Keep in mind that beer software is set for 75% effeciency. If you are only hitting 65% you need to buy more grain. We like to aim for 70% which is more reasonable.

Forrest

Hey, that's still better than the John Palmer's stupid slide rule, which assumes you're getting 80% mash efficiency. (Not that John Palmer's stupid, I quite like How To Brew. It was me who was stupid for buying the sliderule before knowing fully what mash efficiency even was. :drunk:)

Well, looks like my mind is pretty much made up on this. Thanks for all the advice and justification. Monster Mill, here I come! :mug:
 
Keep in mind that beer software is set for 75% effeciency. If you are only hitting 65% you need to buy more grain. We like to aim for 70% which is more reasonable.

Forrest

dunno about beersmith (and I can't imagine it's different in this respect) but promash & beertools allow you to specify your effic %.
 
I love my LHBS, but I was getting a lousy crush from them. I asked them if it would be possible to adjust when I milled and they were glad to oblidge. I still got me a mill though :) and raised my eff 8 pts. Like I said, I do love my LHBS, but I also love the feeling of hauling a 50 lb sack of malt and milling my own grain (ah! that smell!!). You'll also save gas by not driving to your HBS every brew weekend. Buy a mill. You won't regret it.
 
I've declared Austin Home brew as my "Official" LHBS, and we've discussed that one. The Brew Hut in Denver is my #2, and they seem to have a great crush. I've gotten 66% on my AHS Grains, but A whopping 70 and 73 % out of the Brew Hut Crush. They look the same, but hell....my guess is as good as any.

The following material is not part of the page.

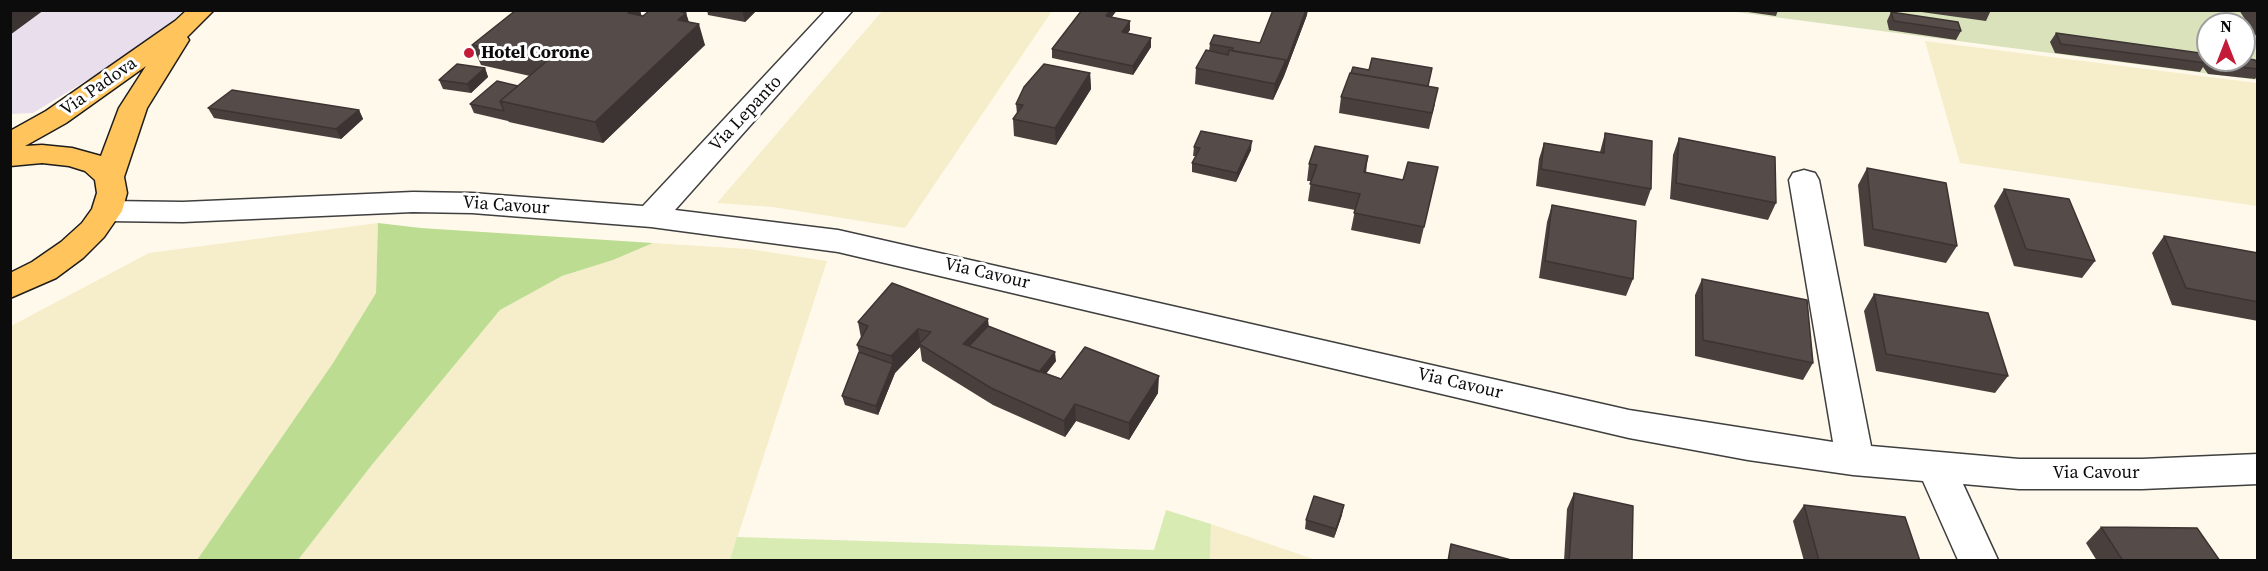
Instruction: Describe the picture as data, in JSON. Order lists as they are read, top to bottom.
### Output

+123. I've hit as high as 78% with grains crushed by The Brew Hut, with a double batch sparge. Beer and Wine at Home in Denver has a pretty good pair of mills too. I get similar efficiency numbers. Both TBH and B&WaH let you drive the mill yourself, which my six-year-old daughter thinks is pretty cool. She likes to help measure and crush grain.

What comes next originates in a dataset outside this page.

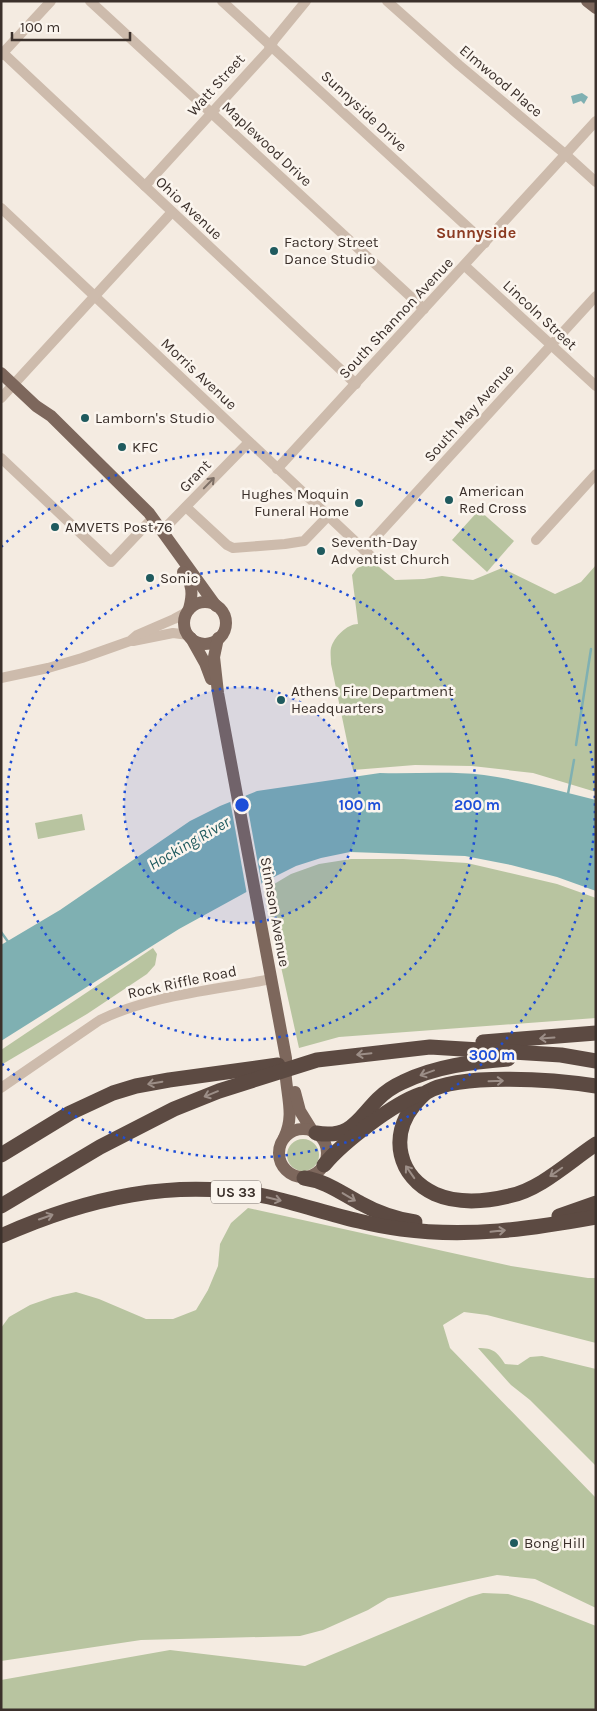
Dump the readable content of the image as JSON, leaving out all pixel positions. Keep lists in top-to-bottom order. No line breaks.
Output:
{"streets":{"highway":["US 33"],"main road":["Stimson Avenue"],"street":["Elmwood Place","Watt Street","Sunnyside Drive","Maplewood Drive","Ohio Avenue","Lincoln Street","South Shannon Avenue","Morris Avenue","South May Avenue","Grant","Rock Riffle Road"]},"crossings":[["Elmwood Place","South Shannon Avenue"],["Watt Street","Sunnyside Drive"],["Watt Street","Maplewood Drive"],["Watt Street","Ohio Avenue"],["Sunnyside Drive","South Shannon Avenue"],["Maplewood Drive","South Shannon Avenue"],["Ohio Avenue","South Shannon Avenue"],["Lincoln Street","South Shannon Avenue"],["Lincoln Street","South May Avenue"],["South Shannon Avenue","Morris Avenue"],["Morris Avenue","South May Avenue"],["Morris Avenue","Grant"],["Stimson Avenue","Rock Riffle Road"]],"one_way":["Grant"],"districts":["Sunnyside"],"water":["Hocking River"],"places":["Factory Street Dance Studio","Lamborn's Studio","KFC","American Red Cross","Hughes Moquin Funeral Home","AMVETS Post 76","Seventh-Day Adventist Church","Sonic","Athens Fire Department Headquarters","Bong Hill"],"scale_bar":"100 m","rings":["100 m","200 m","300 m"]}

Both LHBS' are on a par with the crush and efficiency I've had from Austin Homebrew as well.
 
What grains require a wider crush than ol' 2-row? Wheat, i've read, requires a finer crush, but I have no idea about the roasted barley and such.

I can afford the mill, but just looking for as much justification as possible before I drop coin on one. You guys are really helping, thanks!:mug:

If you are getting a good crush on two row then there isn;t anything I can think of that needs a wider setting. But when you throw wheat, rye, millet, or sorghum into the grist then you need a tighter gap.

My mill is a fixed gap mill but my LHBS is happy to let you crush your own. So, when using the more obscure (not really) grains then I crush those at the LHBS.
 
Woohoo! Just placed my order for a Monster Mill MM-2 ($119 shipped)! Now MrFebtober will call the shots when it comes to crush!

Time to start designing the hopper and base. :rockin:
 
Hey folks My brewstore, MDhomebrew has my eff to 75% so I am pleased. They allow me to buy bulk grain(1/2 price vs. per LB grain) and bring it to the store to crush on brewday. I usually buy the specialty grains, hops and crush 2-3 batches worth at the same time. Works for me and 1 less thing to deal with. I have eyed the barley crusher for awhile though. Charlie
 
May I ask with a standard Mill, what is the best general all purpose setting.

I’d say 32 mil, this is about 0.8 mm.

51 mil or 1.3 mm is way to wide for a proper crush. Especially when the grain is used in a single infusion mash. The problem with the coarse crush is, that the mash water cannot reach all the starch in the kernel. The grits become to large, and even worse, the endosperm is still lodged in the husk where only one side is open to the water. And now you expect a 60 min mash to “chip” away on that one side to get to all the starch. That doesn’t work. And that’s why the efficiency is so crappy.

When I did my experiments for the mill gap setting, I didn’t go past 0.95 mm b/c I thought that nobody would set a mill gap wider than that. Looks like I’m wrong and I should run some more experiments.

I crush at 0.55 (22 mil) and have gone as low as 0.4 mm (16 mil). All of this with malt conditioning, which keeps the husks from shredding excessively. But now I’m backing off again (last one was at 0.65 mm) b/c I noticed that after my mashes there is no starch left in the grain (as it should be) and that milling finer doesn’t give me additional efficiency b/c I’m already getting all the possible extract into the mash water. Crushing the grain dry, I wouldn't go below 0.7 mm though.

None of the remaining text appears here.